■ **ASSIGNMENT**: Of all the lines in the entries below, give again exactly those starting at the line containing "6px,1447px 6px,1447px 112px,1421px" and ending at the line containing "6px,697px 6px,655px 75px,604px", both ends included, and no others.

■ **PROVIDED RECORDS**:
━━━━
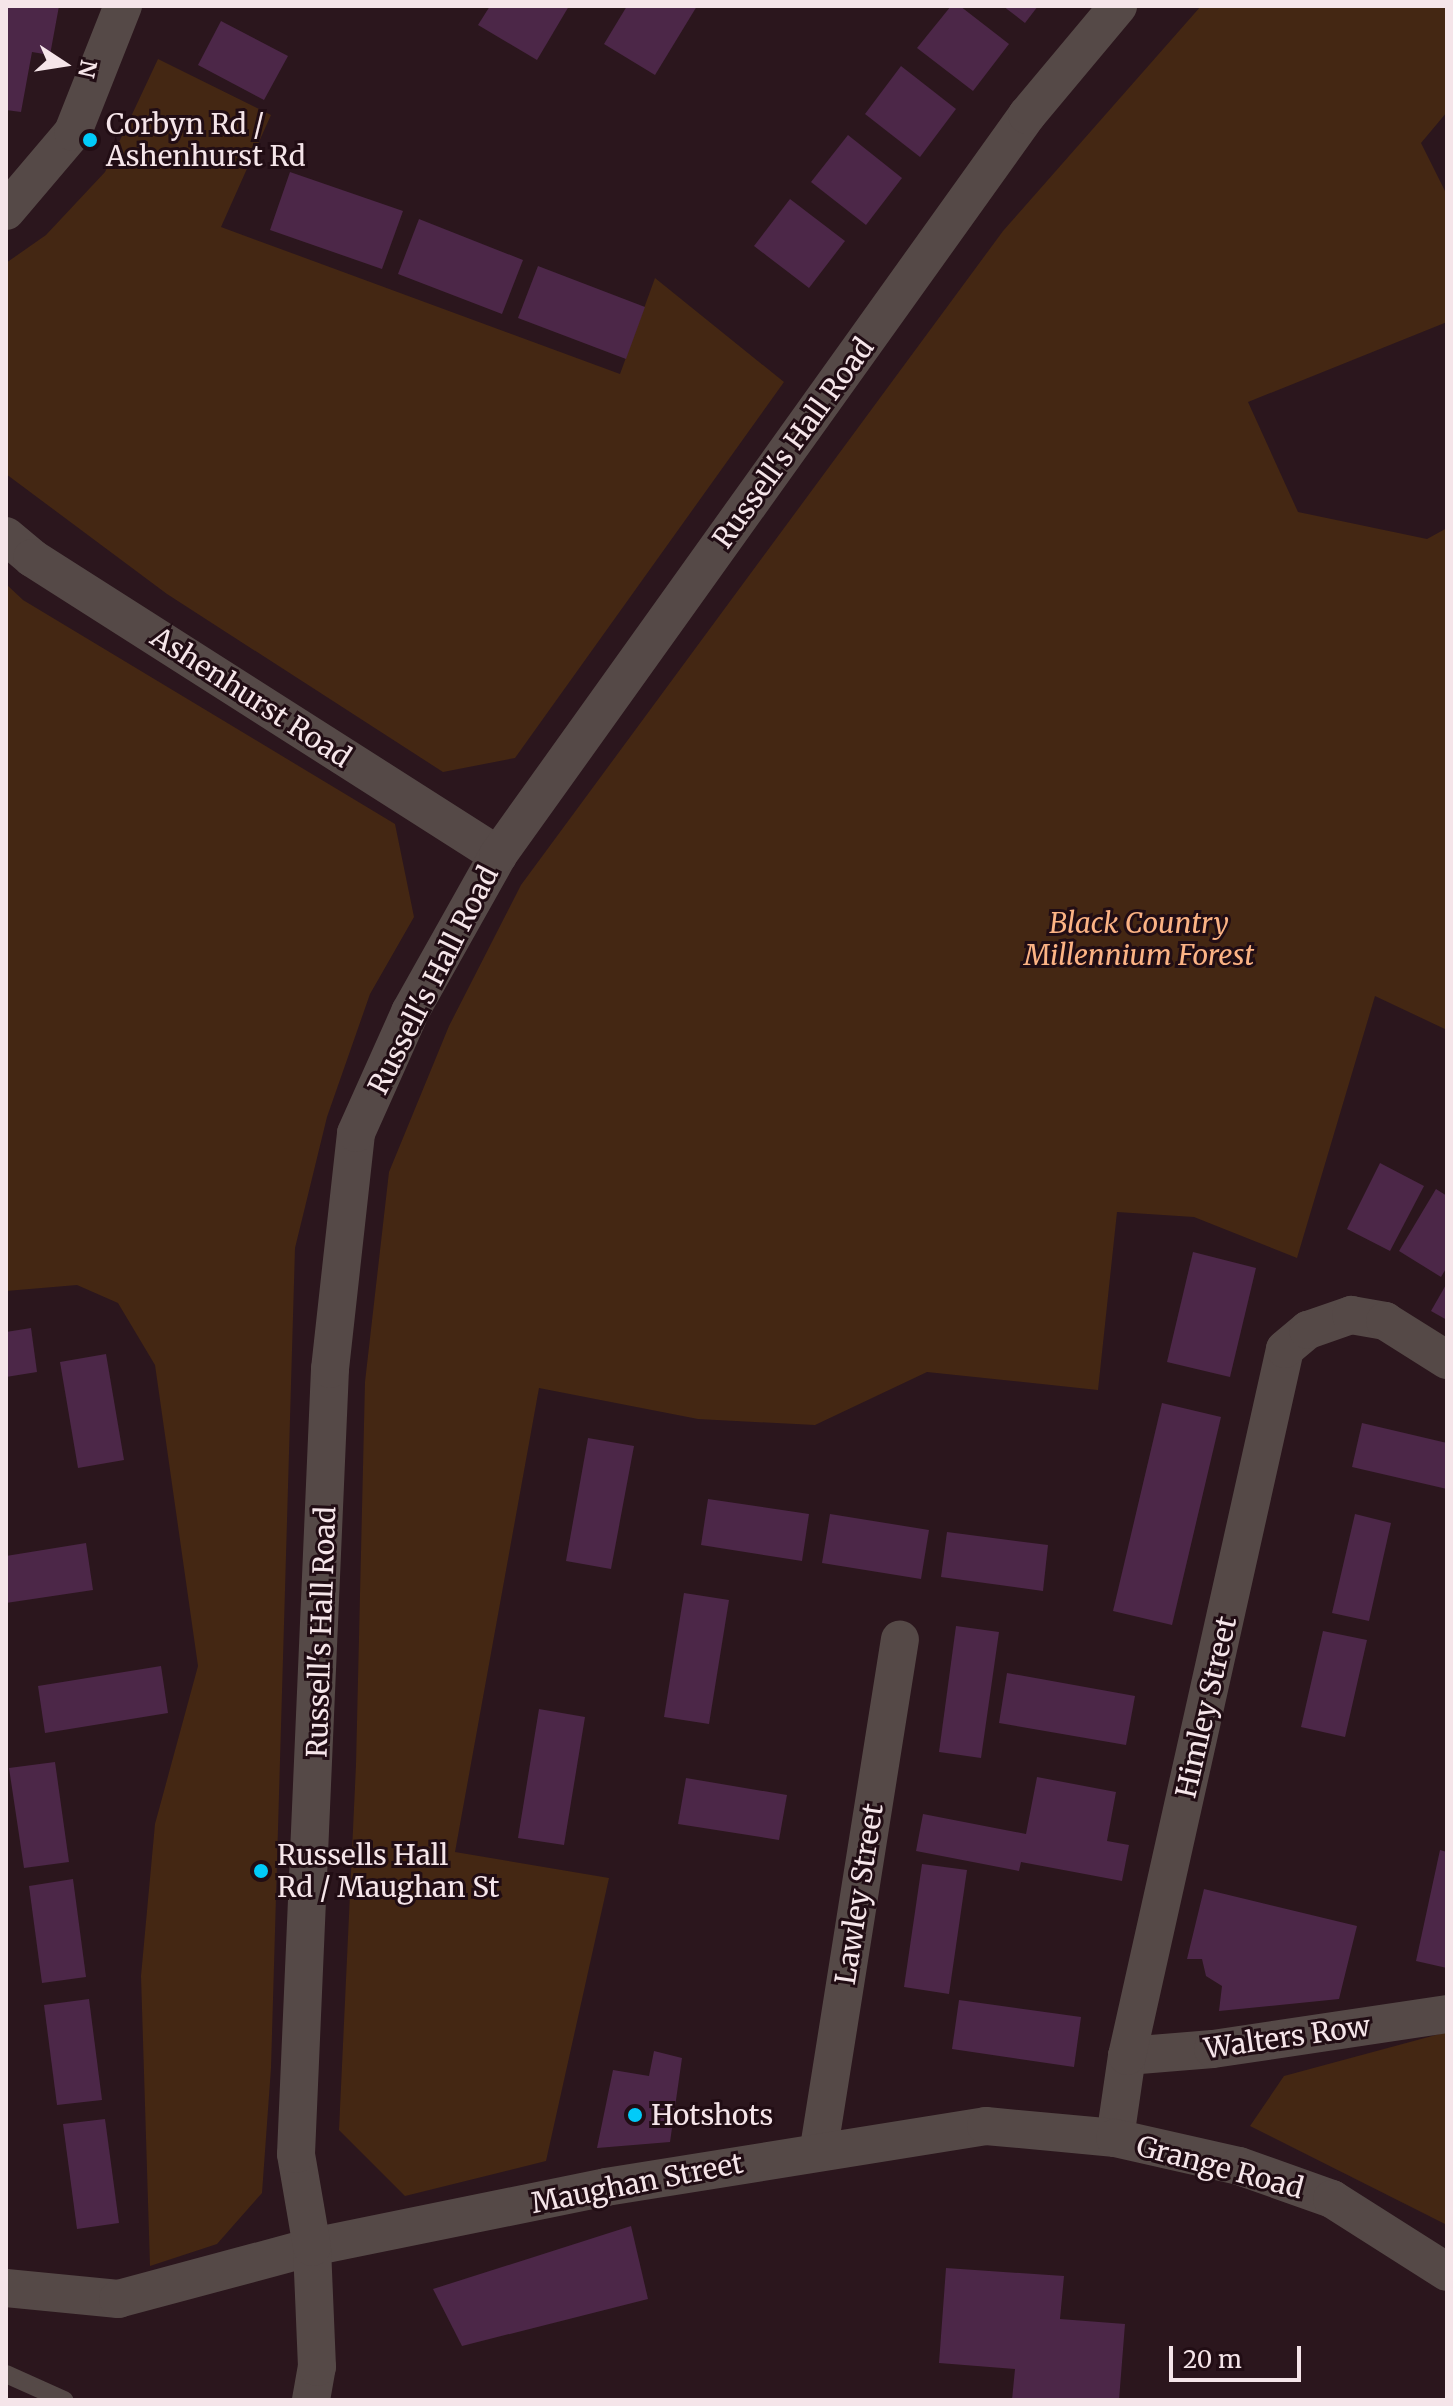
<!DOCTYPE html>
<html>
<head>
<meta charset="utf-8">
<style>
	body { margin:0 }
	#map { position:relative; width:1453px; height:2406px; overflow:hidden; background:#2b161d; font-family:Merriweather,serif }
	div>[style] { position:absolute }
	.green>* { inset:0; background:#442713 }
	.building>* { inset:0; background:#4c2748 }
	.lane>* { height:18px; margin:-9px; padding:0 9px; transform-origin:9px; border-radius:9px; background:#554947 }
	.street>* { height:38px; margin:-19px; padding:0 19px; transform-origin:19px; border-radius:19px; background:#554947 }
	.dots>* { width:22px; height:22px; translate:-50% -50%; box-sizing:border-box; border:4px solid #210d14; border-radius:50% }
	span { translate:-50% -50%; white-space:nowrap; text-align:center; line-height:1.15; -webkit-text-stroke:6px #210d14; paint-order:stroke }
	.poi-label { font-size:28px; color:#f5e5e9 }
	.left { translate:0 -50%; text-align:left }
	.street-label { font-size:28px; color:#f5e5e9 }
	.park-label { font-size:28px; color:#fcb384; font-style:italic }
	.frame { position:absolute; inset:0; border:8px solid #f5e5e9; pointer-events:none }
	.north { position:absolute; left:24px; top:24px; width:80px; height:80px; -webkit-text-stroke:6px #210d14; paint-order:stroke; rotate:102deg; font-size:22px; font-weight:700; line-height:32px; text-align:center; color:#f5e5e9 }
	.north::after { content:''; display:block; margin:auto; width:28px; height:36px; background:#f5e5e9; clip-path:polygon(50% 0,100% 100%,50% 72%,0 100%) }
	.scale { position:absolute; left:1169px; top:2346px; width:132px; height:36px; box-sizing:border-box; border:4px solid #f5e5e9; border-top:0; padding-left:10px; font-size:24px; line-height:28px; white-space:nowrap; color:#f5e5e9; -webkit-text-stroke:6px #210d14; paint-order:stroke }
</style>
</head>
<body>
<div id="map">
	<div class="green">
		<div style="clip-path:polygon(1201px 6px,1447px 6px,1447px 112px,1421px 143px,1447px 195px,1447px 322px,1248px 402px,1298px 512px,1427px 539px,1447px 528px,1447px 1030px,1375px 996px,1297px 1258px,1194px 1217px,1117px 1212px,1098px 1390px,927px 1372px,815px 1425px,698px 1419px,539px 1388px,455px 1852px,609px 1878px,546px 2161px,405px 2196px,339px 2130px,356px 1765px,365px 1382px,389px 1172px,449px 1026px,521px 885px,1003px 231px)"></div>
		<div style="clip-path:polygon(158px 59px,271px 115px,221px 227px,620px 374px,655px 278px,784px 382px,515px 758px,443px 772px,167px 594px,6px 474px,6px 263px,46px 235px,105px 172px)"></div>
		<div style="clip-path:polygon(6px 584px,23px 600px,395px 824px,414px 917px,370px 994px,327px 1117px,295px 1248px,271px 2068px,262px 2193px,217px 2244px,150px 2266px,141px 1976px,155px 1824px,198px 1666px,155px 1365px,118px 1303px,77px 1285px,6px 1291px)"></div>
		<div style="clip-path:polygon(1447px 2032px,1447px 2225px,1250px 2126px,1284px 2076px)"></div>
	</div>
	<div class="building">
		<div style="clip-path:polygon(6px 6px,59px 6px,50px 55px,32px 52px,21px 112px,6px 110px)"></div>
		<div style="clip-path:polygon(490px 6px,569px 6px,537px 60px,478px 25px)"></div>
		<div style="clip-path:polygon(627px 6px,697px 6px,655px 75px,604px 44px)"></div>
		<div style="clip-path:polygon(951px 6px,960px 6px,1009px 44px,973px 91px,917px 48px)"></div>
		<div style="clip-path:polygon(1003px 6px,1038px 6px,1025px 23px)"></div>
		<div style="clip-path:polygon(221px 21px,288px 56px,264px 100px,198px 65px)"></div>
		<div style="clip-path:polygon(901px 66px,956px 109px,920px 157px,865px 114px)"></div>
		<div style="clip-path:polygon(848px 135px,902px 178px,866px 225px,811px 182px)"></div>
		<div style="clip-path:polygon(290px 172px,403px 211px,382px 269px,270px 230px)"></div>
		<div style="clip-path:polygon(790px 199px,845px 241px,809px 288px,754px 246px)"></div>
		<div style="clip-path:polygon(419px 219px,523px 260px,502px 314px,398px 274px)"></div>
		<div style="clip-path:polygon(538px 266px,645px 307px,626px 359px,518px 318px)"></div>
		<div style="clip-path:polygon(1380px 1163px,1424px 1186px,1390px 1251px,1347px 1229px)"></div>
		<div style="clip-path:polygon(1436px 1189px,1447px 1196px,1447px 1267px,1441px 1277px,1399px 1251px)"></div>
		<div style="clip-path:polygon(1193px 1252px,1256px 1268px,1230px 1377px,1167px 1362px)"></div>
		<div style="clip-path:polygon(1447px 1283px,1447px 1320px,1431px 1311px)"></div>
		<div style="clip-path:polygon(31px 1328px,37px 1372px,6px 1377px,6px 1332px)"></div>
		<div style="clip-path:polygon(106px 1354px,124px 1460px,78px 1468px,60px 1362px)"></div>
		<div style="clip-path:polygon(1162px 1403px,1221px 1417px,1172px 1625px,1113px 1611px)"></div>
		<div style="clip-path:polygon(1362px 1423px,1447px 1443px,1447px 1489px,1352px 1467px)"></div>
		<div style="clip-path:polygon(588px 1438px,634px 1446px,611px 1569px,566px 1561px)"></div>
		<div style="clip-path:polygon(708px 1499px,809px 1514px,802px 1561px,701px 1545px)"></div>
		<div style="clip-path:polygon(830px 1514px,929px 1530px,921px 1579px,822px 1563px)"></div>
		<div style="clip-path:polygon(1355px 1514px,1391px 1523px,1369px 1621px,1332px 1613px)"></div>
		<div style="clip-path:polygon(947px 1532px,1048px 1545px,1043px 1591px,941px 1577px)"></div>
		<div style="clip-path:polygon(86px 1543px,93px 1590px,6px 1603px,6px 1556px)"></div>
		<div style="clip-path:polygon(684px 1593px,729px 1600px,709px 1724px,664px 1717px)"></div>
		<div style="clip-path:polygon(956px 1626px,999px 1632px,981px 1758px,939px 1752px)"></div>
		<div style="clip-path:polygon(1323px 1631px,1367px 1640px,1345px 1737px,1301px 1727px)"></div>
		<div style="clip-path:polygon(161px 1666px,168px 1713px,45px 1733px,38px 1686px)"></div>
		<div style="clip-path:polygon(1007px 1673px,1135px 1696px,1126px 1745px,999px 1723px)"></div>
		<div style="clip-path:polygon(539px 1709px,585px 1717px,564px 1845px,518px 1838px)"></div>
		<div style="clip-path:polygon(55px 1762px,69px 1862px,24px 1868px,9px 1768px)"></div>
		<div style="clip-path:polygon(1037px 1777px,1116px 1792px,1107px 1841px,1129px 1845px,1122px 1881px,1021px 1862px,1019px 1871px,916px 1851px,923px 1814px,1026px 1834px)"></div>
		<div style="clip-path:polygon(686px 1778px,787px 1795px,779px 1840px,678px 1824px)"></div>
		<div style="clip-path:polygon(1440px 1850px,1447px 1852px,1447px 1968px,1416px 1961px)"></div>
		<div style="clip-path:polygon(922px 1864px,967px 1870px,949px 1994px,904px 1987px)"></div>
		<div style="clip-path:polygon(73px 1879px,86px 1977px,42px 1983px,29px 1886px)"></div>
		<div style="clip-path:polygon(1204px 1889px,1357px 1926px,1339px 1999px,1219px 2011px,1222px 1986px,1206px 1976px,1202px 1959px,1187px 1959px)"></div>
		<div style="clip-path:polygon(89px 1999px,102px 2100px,57px 2105px,44px 2005px)"></div>
		<div style="clip-path:polygon(959px 2000px,1081px 2017px,1074px 2067px,952px 2049px)"></div>
		<div style="clip-path:polygon(654px 2051px,682px 2058px,670px 2142px,597px 2148px,613px 2070px,649px 2076px)"></div>
		<div style="clip-path:polygon(105px 2119px,119px 2223px,77px 2229px,63px 2124px)"></div>
		<div style="clip-path:polygon(631px 2226px,648px 2299px,462px 2346px,433px 2289px)"></div>
		<div style="clip-path:polygon(946px 2268px,1064px 2276px,1060px 2319px,1125px 2324px,1119px 2400px,1012px 2400px,1015px 2369px,939px 2363px)"></div>
	</div>
	<div class="lane">
		<div style="left:6px;top:2374px;width:64px;rotate:24.1deg"></div>
	</div>
	<div class="street">
		<div style="left:6px;top:211px;width:104px;rotate:-49.7deg"></div>
		<div style="left:73px;top:132px;width:136px;rotate:-68.4deg"></div>
		<div style="left:6px;top:536px;width:34px;rotate:40deg"></div>
		<div style="left:32px;top:558px;width:553px;rotate:32.51deg"></div>
		<div style="left:1127px;top:2056px;width:86px;rotate:-4.7deg"></div>
		<div style="left:1213px;top:2049px;width:237px;rotate:-8.5deg"></div>
		<div style="left:1115px;top:2138px;width:83px;rotate:-81.7deg"></div>
		<div style="left:1127px;top:2056px;width:724px;rotate:-77.4deg"></div>
		<div style="left:1285px;top:1349px;width:30px;rotate:-40deg"></div>
		<div style="left:1308px;top:1330px;width:46px;rotate:-19.2deg"></div>
		<div style="left:1351px;top:1315px;width:35px;rotate:10deg"></div>
		<div style="left:1385px;top:1321px;width:73px;rotate:32.2deg"></div>
		<div style="left:819px;top:2148px;width:515px;rotate:-80.96deg"></div>
		<div style="left:6px;top:2288px;width:113px;rotate:5.6deg"></div>
		<div style="left:118px;top:2299px;width:201px;rotate:-15deg"></div>
		<div style="left:312px;top:2247px;width:300px;rotate:-11.5deg"></div>
		<div style="left:606px;top:2187px;width:385px;rotate:-9.1deg"></div>
		<div style="left:986px;top:2126px;width:130px;rotate:5.3deg"></div>
		<div style="left:1115px;top:2138px;width:127px;rotate:12.7deg"></div>
		<div style="left:1239px;top:2166px;width:99px;rotate:19.5deg"></div>
		<div style="left:1332px;top:2199px;width:136px;rotate:32.4deg"></div>
		<div style="left:311px;top:2400px;width:34px;rotate:-80deg"></div>
		<div style="left:317px;top:2367px;width:120px;rotate:-92.4deg"></div>
		<div style="left:312px;top:2247px;width:94px;rotate:-99.8deg"></div>
		<div style="left:296px;top:2154px;width:786px;rotate:-87.52deg"></div>
		<div style="left:330px;top:1369px;width:237px;rotate:-83.7deg"></div>
		<div style="left:356px;top:1133px;width:133px;rotate:-65.9deg"></div>
		<div style="left:410px;top:1012px;width:180px;rotate:-60.7deg"></div>
		<div style="left:498px;top:855px;width:910px;rotate:-54.44deg"></div>
		<div style="left:1027px;top:115px;width:142px;rotate:-50.1deg"></div>
	</div>
	<div class="dots">
		<div style="left:90px;top:140px;background:#01cbf9"></div>
		<div style="left:261px;top:1871px;background:#01cbf9"></div>
		<div style="left:635px;top:2115px;background:#01cbf9"></div>
	</div>
	<div class="poi-label">
		<span class="left" style="left:106px;top:140px">Corbyn Rd /<br>Ashenhurst Rd</span>
		<span class="left" style="left:277px;top:1871px">Russells Hall<br>Rd / Maughan St</span>
		<span class="left" style="left:651px;top:2115px">Hotshots</span>
	</div>
	<div class="street-label">
		<span style="left:793px;top:443px;rotate:-54deg">Russell's Hall Road</span>
		<span style="left:251px;top:697px;rotate:33deg">Ashenhurst Road</span>
		<span style="left:433px;top:980px;rotate:-63deg">Russell's Hall Road</span>
		<span style="left:321px;top:1632px;rotate:-88deg">Russell's Hall Road</span>
		<span style="left:1206px;top:1707px;rotate:-77deg">Himley Street</span>
		<span style="left:859px;top:1894px;rotate:-81deg">Lawley Street</span>
		<span style="left:1287px;top:2037px;rotate:-8deg">Walters Row</span>
		<span style="left:1220px;top:2167px;rotate:15deg">Grange Road</span>
		<span style="left:637px;top:2183px;rotate:-11deg">Maughan Street</span>
	</div>
	<div class="park-label">
		<span style="left:1139px;top:939px">Black Country<br>Millennium Forest</span>
	</div>
	<div class="frame"></div>
	<div class="north">N</div>
	<div class="scale">20 m</div>
</div>
</body>
</html>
━━━━
■ **PROBLEM SOLUTION**:
		<div style="clip-path:polygon(1201px 6px,1447px 6px,1447px 112px,1421px 143px,1447px 195px,1447px 322px,1248px 402px,1298px 512px,1427px 539px,1447px 528px,1447px 1030px,1375px 996px,1297px 1258px,1194px 1217px,1117px 1212px,1098px 1390px,927px 1372px,815px 1425px,698px 1419px,539px 1388px,455px 1852px,609px 1878px,546px 2161px,405px 2196px,339px 2130px,356px 1765px,365px 1382px,389px 1172px,449px 1026px,521px 885px,1003px 231px)"></div>
		<div style="clip-path:polygon(158px 59px,271px 115px,221px 227px,620px 374px,655px 278px,784px 382px,515px 758px,443px 772px,167px 594px,6px 474px,6px 263px,46px 235px,105px 172px)"></div>
		<div style="clip-path:polygon(6px 584px,23px 600px,395px 824px,414px 917px,370px 994px,327px 1117px,295px 1248px,271px 2068px,262px 2193px,217px 2244px,150px 2266px,141px 1976px,155px 1824px,198px 1666px,155px 1365px,118px 1303px,77px 1285px,6px 1291px)"></div>
		<div style="clip-path:polygon(1447px 2032px,1447px 2225px,1250px 2126px,1284px 2076px)"></div>
	</div>
	<div class="building">
		<div style="clip-path:polygon(6px 6px,59px 6px,50px 55px,32px 52px,21px 112px,6px 110px)"></div>
		<div style="clip-path:polygon(490px 6px,569px 6px,537px 60px,478px 25px)"></div>
		<div style="clip-path:polygon(627px 6px,697px 6px,655px 75px,604px 44px)"></div>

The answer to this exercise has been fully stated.